An “Anxiety Disorder” involves clinical levels of anxiety which cause “significant distress and/or impairment” such that professional treatment is warranted. Many people feel like an outsider after being diagnosed with an anxiety disorder, but in fact, such diagnoses are extremely common. According to the National Institute of Mental Health (NIMH), anxiety disorders are the most common mental disorders with nearly one in five (19.1%) of American adults meeting criteria in every given year. That’s more than 40,000,000 people! Does that seem rare to you??

  1. Avoiding stress and stressful situations is necessary to feel better.

Avoiding what makes us nervous is a common response to fear and anxiety. It makes intuitive sense to want to avoid the very situations that send us into a panic since the very act of avoiding helps us feel calm for the time being. Although escaping what you fear works to keep anxiety at bay in the short run, the more we avoid what we fear, the stronger and more long-lasting this fear will become. How does this work? It’s simple. When we avoid, we never get a chance to disprove our anxious predictions. For example, if we’re afraid that we’re too awkward to make a good impression and avoid social situations, we never learn that we have more social skills than we think. Or if we’re terrified of passing out in an elevator due to fear and we always take the stairs, we never learn that we can tolerate high levels of anxiety without fainting. In a nutshell: The best way to get cope with your anxiety is to lean into fear, not avoid it.

  1. I’m weak and incompetent for being anxious.

Many people feel that something’s inherently wrong with them for feeling anxious. Not only is this just flat out wrong, it’s also cruel. Anxiety is a natural part of being human. In fact, it’s an emotion that we need to protect and motivate ourselves. While intense anxiety can be uncomfortable and interfere with daily functioning, too little anxiety is even worse! Anxiety, among other things, motivates us to study for exams, prepare for big interviews, and otherwise push beyond our limits. So, telling yourself that you’re weak, stupid, or incompetent for being anxious is just a lie. And by the way, it won’t do you any good to berate yourself when you feel anxious, in fact usually it only discourages people further. When we feel anxious it’s our body’s way of saying “I need support” so compounding stress with guilt and shame just makes things worse. Many people believe that putting themselves down will give them motivation to overcome anxiety. Unfortunately, it doesn’t work like that. A better approach is to treat yourself like you would treat a good friend—with empathy and care. Try to understand, and be curious about why you’re feeling anxious. This understanding will go a long way in helping you devise a plan of action and overcome anxiety in the long run.
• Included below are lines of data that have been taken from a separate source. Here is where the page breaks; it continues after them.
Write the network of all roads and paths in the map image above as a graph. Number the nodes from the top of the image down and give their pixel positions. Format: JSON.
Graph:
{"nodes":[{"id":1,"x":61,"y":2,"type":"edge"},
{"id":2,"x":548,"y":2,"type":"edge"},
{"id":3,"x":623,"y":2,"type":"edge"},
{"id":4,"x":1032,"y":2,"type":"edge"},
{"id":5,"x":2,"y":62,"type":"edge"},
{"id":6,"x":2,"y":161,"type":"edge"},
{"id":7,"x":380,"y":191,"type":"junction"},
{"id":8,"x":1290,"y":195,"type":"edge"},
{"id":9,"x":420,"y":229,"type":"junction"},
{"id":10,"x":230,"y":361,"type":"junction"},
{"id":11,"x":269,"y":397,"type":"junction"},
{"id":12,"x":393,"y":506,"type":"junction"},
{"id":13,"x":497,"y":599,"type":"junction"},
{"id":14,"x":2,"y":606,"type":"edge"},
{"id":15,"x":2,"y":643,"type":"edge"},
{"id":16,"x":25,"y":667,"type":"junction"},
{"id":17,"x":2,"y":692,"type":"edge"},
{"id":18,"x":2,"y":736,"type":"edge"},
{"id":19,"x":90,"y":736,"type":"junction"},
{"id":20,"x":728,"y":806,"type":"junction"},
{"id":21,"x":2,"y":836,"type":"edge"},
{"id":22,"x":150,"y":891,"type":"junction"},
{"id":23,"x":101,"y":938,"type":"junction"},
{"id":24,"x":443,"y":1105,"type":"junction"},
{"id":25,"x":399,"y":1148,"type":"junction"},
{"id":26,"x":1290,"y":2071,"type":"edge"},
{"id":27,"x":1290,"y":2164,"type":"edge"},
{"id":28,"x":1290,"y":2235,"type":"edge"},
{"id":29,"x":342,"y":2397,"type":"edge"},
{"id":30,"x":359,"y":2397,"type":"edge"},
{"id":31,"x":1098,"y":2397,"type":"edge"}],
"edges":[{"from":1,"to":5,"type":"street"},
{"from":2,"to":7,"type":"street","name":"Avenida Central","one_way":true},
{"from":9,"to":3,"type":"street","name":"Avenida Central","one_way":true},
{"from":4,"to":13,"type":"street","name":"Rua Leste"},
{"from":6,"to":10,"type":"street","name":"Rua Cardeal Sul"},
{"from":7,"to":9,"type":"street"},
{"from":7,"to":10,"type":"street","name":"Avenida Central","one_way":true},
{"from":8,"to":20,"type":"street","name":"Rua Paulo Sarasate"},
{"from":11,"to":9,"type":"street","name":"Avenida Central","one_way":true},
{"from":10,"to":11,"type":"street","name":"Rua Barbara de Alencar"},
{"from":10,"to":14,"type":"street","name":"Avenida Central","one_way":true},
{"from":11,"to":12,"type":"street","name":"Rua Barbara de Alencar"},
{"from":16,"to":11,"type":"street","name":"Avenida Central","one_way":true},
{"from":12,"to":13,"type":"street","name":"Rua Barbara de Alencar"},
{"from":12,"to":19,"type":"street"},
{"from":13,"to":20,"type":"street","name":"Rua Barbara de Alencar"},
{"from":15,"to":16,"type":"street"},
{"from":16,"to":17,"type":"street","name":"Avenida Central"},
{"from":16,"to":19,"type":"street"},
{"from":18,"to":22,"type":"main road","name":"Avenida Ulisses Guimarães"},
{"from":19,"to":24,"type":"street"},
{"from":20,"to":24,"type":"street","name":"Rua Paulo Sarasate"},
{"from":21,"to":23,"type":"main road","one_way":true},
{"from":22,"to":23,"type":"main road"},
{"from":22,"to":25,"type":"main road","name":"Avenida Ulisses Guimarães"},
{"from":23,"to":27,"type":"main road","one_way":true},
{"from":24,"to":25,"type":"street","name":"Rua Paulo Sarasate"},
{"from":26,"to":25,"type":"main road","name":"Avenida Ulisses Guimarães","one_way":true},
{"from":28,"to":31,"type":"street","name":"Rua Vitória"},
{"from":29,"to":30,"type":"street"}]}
  1. The only way to beat anxiety is with medication.

While medication can be helpful for anxiety especially in the short term, it is not the only way to see results. Cognitive-Behavioral Therapy (CBT) is a form of psychotherapy and is the gold standard for anxiety disorder treatment. CBT works by helping people identify their worries, see things in more helpful and realistic ways, and confront anxiety-provoking situations head-on. At times, medication can be an important component of treatment, such as when anxiety prevents someone from engaging in CBT. So, taking medication may be an important first step. But, in the long-run taking medication can actually reinforce the idea that anxiety is bad or harmful, and interfere with the processes of learning to overcome our fears.